*Siapa Pengusul Pemilu Serentak Dengan Pilpres?*
Oleh : Dimas Supriyanto
MARI TANYA EFFENDI GHAZALI DAN HAKIM MK INI – Kalau penyelenggaraan Pemilu Serentak di tahun 2019 banyak menelan korban jiwa, sehingga ratusan petugas KPPS mati (maaf, meninggal) – jangan buru buru menyalahkan pemerintah dan penyelenggaranya, yaitu KPU. Apalagi menyudutkan pemerintah dan petahana Presiden Jokowi.
Silakan tanya dulu kepada Effendi Ghazali, pakar komunikasi – yang tidak komunikatif – karena ngomongnya sering melantur lantur – sok menghibur dan membingungkan itu.
Effendi Ghazali Ph.D., MPS ID, akademisi dan pakar Komunikasi dari UI dengan gelar berderet – inilah, orang yang pertama mengajukan usulan ke Mahkamah Agung (MA) agar Pemilu 2019 dilakukan serentak yakni Pemilu Legislatif (Pileg) bersama sama dengan Pemilihan Presiden (Pilpres), pada 2014 lalu.
Alasan pengajuan yang dilakukannya bersama “Koalisi Masyarakat untuk Pemilu Serentak” dengan menggugat UU Nomor 42/2008 tentang Pilpres ke Mahkamah Konstitusi (MK) – registernya bernomor 14/PUU-XI/2013 — lantaran pemilu serentak lebih efisien, katanya. Baik dari segi waktu maupun biaya.
Di Gedung Mahkamah Konstitusi (MK), Jakarta, pada Rabu (20/2/2013) itu Effendi Ghazali menyatakan, gelaran pilpres dan pileg yang tidak serentak membuat boros anggaran. Jika kedua pemilihan itu dilaksanakan bersamaan, maka diperkirakan olehnya akan menghemat hingga Rp 120 triliun!

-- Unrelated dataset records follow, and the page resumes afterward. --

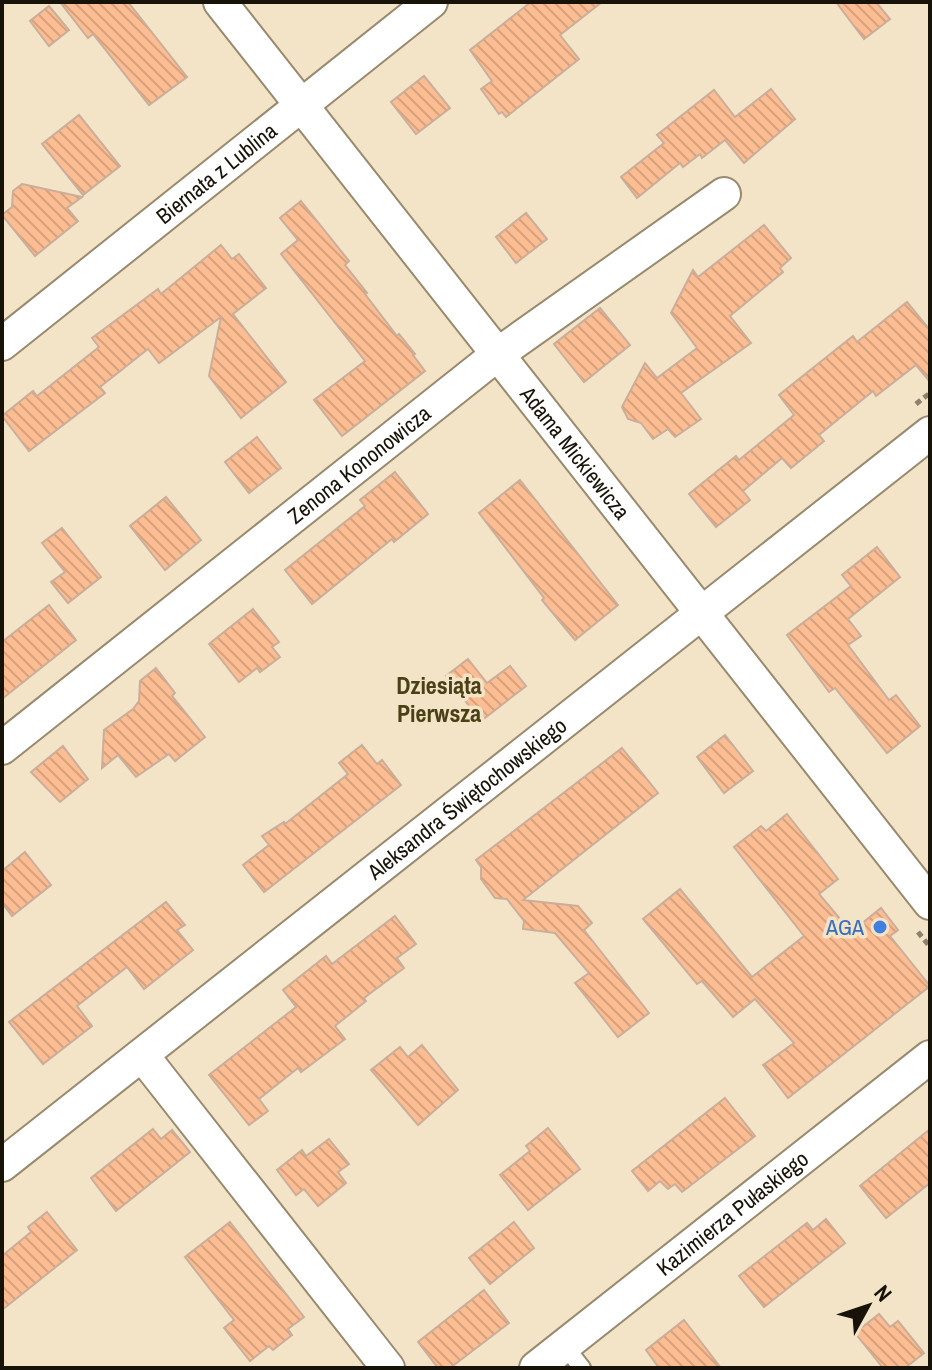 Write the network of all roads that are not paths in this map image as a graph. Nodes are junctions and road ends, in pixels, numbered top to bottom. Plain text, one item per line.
1 (220, 2) edge
2 (431, 2) edge
3 (301, 105) junction
4 (724, 194) dead end
5 (2, 344) edge
6 (498, 354) junction
7 (930, 433) edge
8 (702, 613) junction
9 (2, 748) edge
10 (930, 903) edge
11 (142, 1055) junction
12 (930, 1057) edge
13 (2, 1165) edge
14 (573, 1357) edge
15 (388, 1368) edge
16 (536, 1368) edge

1 - 3 street, Adama Mickiewicza
2 - 3 street, Biernata z Lublina
3 - 5 street, Biernata z Lublina
3 - 6 street, Adama Mickiewicza
4 - 6 street, Zenona Kononowicza
6 - 8 street, Adama Mickiewicza
6 - 9 street, Zenona Kononowicza
7 - 8 street, Aleksandra Świętochowskiego
8 - 10 street, Adama Mickiewicza
8 - 11 street, Aleksandra Świętochowskiego
11 - 13 street, Aleksandra Świętochowskiego
11 - 15 street
12 - 14 street, Kazimierza Pułaskiego
14 - 16 street, Kazimierza Pułaskiego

Mahkamah Konstitusi (MK) mengabulkan usulan itu! Palu pun diketok. Tok! Tok! Tok! Dan pemilu serentak dilakukan di tahun ini. Lalu korban pun jatuh bergelimpangan. Petugas KPPS, pengawas dan aparat kepolisian yang menjaganya meninggal kelelahan dan masuk rumah sakit.
Memang penggagas acara ‘Republik Mimpi’ ini, sempat mengajukan Judicial Review agar Pemilu Serentak 2019 dibatalkan dan ditolak MK. Akibatnya, dia menyesal. Tapi penolakan dan penyesalannnya bukanlah untuk membatalkan pemilu serentak, melainkan karena keputusan MK itu memberlakukan ‘Presidential Threshold’ yang baru diterapkan pada Pemilu 2019. Padahal dia minta sejak Pemilu 2014 lalu!
Bayangkan saja – jika sejak 2014 sudah ada pemilu serentak seperti sekarang?!
JUMLAH anggota KPPS meninggal dunia pun kini bertambah dari hari kehari. Terakhir, menjadi 144 jiwa. Selain itu, 883 anggota KPPS dilaporkan sakit.
Jumlah ini mengacu pada data KPU hingga Rabu (24/4/2019) pukul 15.15 WIB.
“Petugas pemilu kedukaan, sakit 883, wafat 144, total 1.027. Tersebar di 33 provinsi,” kata Komisioner KPU Viryan Azis di kantor KPU, Menteng, Jakarta Pusat, Rabu kemarin.
Effendi Ghazali kini hanya bisa menyatakan turut berdukacita atas meninggalnya mereka – para patriot yang memenuhi tugas negara itu.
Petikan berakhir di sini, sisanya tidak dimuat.